▸ **Saved entries**:
= = = =

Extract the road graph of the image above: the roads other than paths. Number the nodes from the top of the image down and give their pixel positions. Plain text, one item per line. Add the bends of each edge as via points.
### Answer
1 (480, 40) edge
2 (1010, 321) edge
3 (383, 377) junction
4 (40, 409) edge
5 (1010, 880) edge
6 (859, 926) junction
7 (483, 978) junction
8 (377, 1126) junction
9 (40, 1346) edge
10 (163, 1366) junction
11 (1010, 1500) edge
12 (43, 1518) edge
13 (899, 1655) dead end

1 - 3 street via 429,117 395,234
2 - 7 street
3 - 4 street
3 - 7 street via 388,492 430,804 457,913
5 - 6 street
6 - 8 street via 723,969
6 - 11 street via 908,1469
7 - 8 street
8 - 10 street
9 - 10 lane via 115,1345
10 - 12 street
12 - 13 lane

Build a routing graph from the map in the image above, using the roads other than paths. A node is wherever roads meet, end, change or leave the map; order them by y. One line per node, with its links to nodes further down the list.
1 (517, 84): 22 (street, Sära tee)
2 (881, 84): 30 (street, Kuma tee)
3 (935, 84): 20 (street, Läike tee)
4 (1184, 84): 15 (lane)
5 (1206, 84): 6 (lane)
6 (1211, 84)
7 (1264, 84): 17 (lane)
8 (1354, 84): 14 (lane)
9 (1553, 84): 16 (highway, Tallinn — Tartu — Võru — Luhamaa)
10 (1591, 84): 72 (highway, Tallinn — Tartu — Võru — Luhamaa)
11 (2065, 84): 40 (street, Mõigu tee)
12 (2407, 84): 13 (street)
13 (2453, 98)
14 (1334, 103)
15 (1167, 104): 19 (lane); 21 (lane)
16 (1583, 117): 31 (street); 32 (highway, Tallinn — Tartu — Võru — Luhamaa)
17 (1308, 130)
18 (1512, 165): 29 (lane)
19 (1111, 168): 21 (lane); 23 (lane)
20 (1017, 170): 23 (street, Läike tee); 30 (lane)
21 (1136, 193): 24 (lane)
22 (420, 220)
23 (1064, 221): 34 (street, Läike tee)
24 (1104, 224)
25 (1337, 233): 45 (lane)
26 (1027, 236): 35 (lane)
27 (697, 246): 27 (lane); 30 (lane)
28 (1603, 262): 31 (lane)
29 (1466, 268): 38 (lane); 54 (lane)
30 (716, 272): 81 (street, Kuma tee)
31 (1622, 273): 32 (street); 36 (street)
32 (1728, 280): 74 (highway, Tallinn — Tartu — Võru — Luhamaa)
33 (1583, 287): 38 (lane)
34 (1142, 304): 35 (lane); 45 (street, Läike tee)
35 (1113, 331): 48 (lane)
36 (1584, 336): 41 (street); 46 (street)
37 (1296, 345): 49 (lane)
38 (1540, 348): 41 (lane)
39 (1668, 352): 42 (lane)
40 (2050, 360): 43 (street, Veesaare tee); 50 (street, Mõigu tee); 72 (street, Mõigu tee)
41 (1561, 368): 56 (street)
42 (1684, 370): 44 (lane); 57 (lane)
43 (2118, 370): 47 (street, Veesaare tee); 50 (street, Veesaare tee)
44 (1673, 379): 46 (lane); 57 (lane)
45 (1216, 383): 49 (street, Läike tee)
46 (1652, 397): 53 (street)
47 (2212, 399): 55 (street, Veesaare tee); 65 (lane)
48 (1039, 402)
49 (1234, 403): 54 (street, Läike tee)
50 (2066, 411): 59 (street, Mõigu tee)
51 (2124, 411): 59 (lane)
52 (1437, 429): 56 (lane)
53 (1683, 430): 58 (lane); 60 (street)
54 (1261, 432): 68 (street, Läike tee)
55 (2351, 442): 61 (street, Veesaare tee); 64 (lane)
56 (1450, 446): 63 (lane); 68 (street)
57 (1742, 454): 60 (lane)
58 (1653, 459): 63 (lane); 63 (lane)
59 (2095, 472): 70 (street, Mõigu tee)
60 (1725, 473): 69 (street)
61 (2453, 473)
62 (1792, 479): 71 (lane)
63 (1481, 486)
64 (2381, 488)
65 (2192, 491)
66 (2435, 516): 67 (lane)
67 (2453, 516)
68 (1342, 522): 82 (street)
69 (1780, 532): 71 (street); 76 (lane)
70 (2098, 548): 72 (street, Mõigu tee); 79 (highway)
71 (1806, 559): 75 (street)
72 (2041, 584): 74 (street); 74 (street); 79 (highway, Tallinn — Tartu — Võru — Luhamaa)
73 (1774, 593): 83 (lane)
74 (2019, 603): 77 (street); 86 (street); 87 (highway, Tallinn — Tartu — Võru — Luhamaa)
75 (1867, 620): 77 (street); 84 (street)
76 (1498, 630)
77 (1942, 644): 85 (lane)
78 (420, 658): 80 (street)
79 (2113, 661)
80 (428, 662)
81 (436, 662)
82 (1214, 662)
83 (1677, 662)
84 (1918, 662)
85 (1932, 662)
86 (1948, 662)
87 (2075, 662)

= = = =

▸ **Exercise goal**:
Would you transcribe every entry exactly, leaving nothing out?

▸ **Result of the task**:
Extract the road graph of the image above: the roads other than paths. Number the nodes from the top of the image down and give their pixel positions. Plain text, one item per line. Add the bends of each edge as via points.
### Answer
1 (480, 40) edge
2 (1010, 321) edge
3 (383, 377) junction
4 (40, 409) edge
5 (1010, 880) edge
6 (859, 926) junction
7 (483, 978) junction
8 (377, 1126) junction
9 (40, 1346) edge
10 (163, 1366) junction
11 (1010, 1500) edge
12 (43, 1518) edge
13 (899, 1655) dead end

1 - 3 street via 429,117 395,234
2 - 7 street
3 - 4 street
3 - 7 street via 388,492 430,804 457,913
5 - 6 street
6 - 8 street via 723,969
6 - 11 street via 908,1469
7 - 8 street
8 - 10 street
9 - 10 lane via 115,1345
10 - 12 street
12 - 13 lane

Build a routing graph from the map in the image above, using the roads other than paths. A node is wherever roads meet, end, change or leave the map; order them by y. One line per node, with its links to nodes further down the list.
1 (517, 84): 22 (street, Sära tee)
2 (881, 84): 30 (street, Kuma tee)
3 (935, 84): 20 (street, Läike tee)
4 (1184, 84): 15 (lane)
5 (1206, 84): 6 (lane)
6 (1211, 84)
7 (1264, 84): 17 (lane)
8 (1354, 84): 14 (lane)
9 (1553, 84): 16 (highway, Tallinn — Tartu — Võru — Luhamaa)
10 (1591, 84): 72 (highway, Tallinn — Tartu — Võru — Luhamaa)
11 (2065, 84): 40 (street, Mõigu tee)
12 (2407, 84): 13 (street)
13 (2453, 98)
14 (1334, 103)
15 (1167, 104): 19 (lane); 21 (lane)
16 (1583, 117): 31 (street); 32 (highway, Tallinn — Tartu — Võru — Luhamaa)
17 (1308, 130)
18 (1512, 165): 29 (lane)
19 (1111, 168): 21 (lane); 23 (lane)
20 (1017, 170): 23 (street, Läike tee); 30 (lane)
21 (1136, 193): 24 (lane)
22 (420, 220)
23 (1064, 221): 34 (street, Läike tee)
24 (1104, 224)
25 (1337, 233): 45 (lane)
26 (1027, 236): 35 (lane)
27 (697, 246): 27 (lane); 30 (lane)
28 (1603, 262): 31 (lane)
29 (1466, 268): 38 (lane); 54 (lane)
30 (716, 272): 81 (street, Kuma tee)
31 (1622, 273): 32 (street); 36 (street)
32 (1728, 280): 74 (highway, Tallinn — Tartu — Võru — Luhamaa)
33 (1583, 287): 38 (lane)
34 (1142, 304): 35 (lane); 45 (street, Läike tee)
35 (1113, 331): 48 (lane)
36 (1584, 336): 41 (street); 46 (street)
37 (1296, 345): 49 (lane)
38 (1540, 348): 41 (lane)
39 (1668, 352): 42 (lane)
40 (2050, 360): 43 (street, Veesaare tee); 50 (street, Mõigu tee); 72 (street, Mõigu tee)
41 (1561, 368): 56 (street)
42 (1684, 370): 44 (lane); 57 (lane)
43 (2118, 370): 47 (street, Veesaare tee); 50 (street, Veesaare tee)
44 (1673, 379): 46 (lane); 57 (lane)
45 (1216, 383): 49 (street, Läike tee)
46 (1652, 397): 53 (street)
47 (2212, 399): 55 (street, Veesaare tee); 65 (lane)
48 (1039, 402)
49 (1234, 403): 54 (street, Läike tee)
50 (2066, 411): 59 (street, Mõigu tee)
51 (2124, 411): 59 (lane)
52 (1437, 429): 56 (lane)
53 (1683, 430): 58 (lane); 60 (street)
54 (1261, 432): 68 (street, Läike tee)
55 (2351, 442): 61 (street, Veesaare tee); 64 (lane)
56 (1450, 446): 63 (lane); 68 (street)
57 (1742, 454): 60 (lane)
58 (1653, 459): 63 (lane); 63 (lane)
59 (2095, 472): 70 (street, Mõigu tee)
60 (1725, 473): 69 (street)
61 (2453, 473)
62 (1792, 479): 71 (lane)
63 (1481, 486)
64 (2381, 488)
65 (2192, 491)
66 (2435, 516): 67 (lane)
67 (2453, 516)
68 (1342, 522): 82 (street)
69 (1780, 532): 71 (street); 76 (lane)
70 (2098, 548): 72 (street, Mõigu tee); 79 (highway)
71 (1806, 559): 75 (street)
72 (2041, 584): 74 (street); 74 (street); 79 (highway, Tallinn — Tartu — Võru — Luhamaa)
73 (1774, 593): 83 (lane)
74 (2019, 603): 77 (street); 86 (street); 87 (highway, Tallinn — Tartu — Võru — Luhamaa)
75 (1867, 620): 77 (street); 84 (street)
76 (1498, 630)
77 (1942, 644): 85 (lane)
78 (420, 658): 80 (street)
79 (2113, 661)
80 (428, 662)
81 (436, 662)
82 (1214, 662)
83 (1677, 662)
84 (1918, 662)
85 (1932, 662)
86 (1948, 662)
87 (2075, 662)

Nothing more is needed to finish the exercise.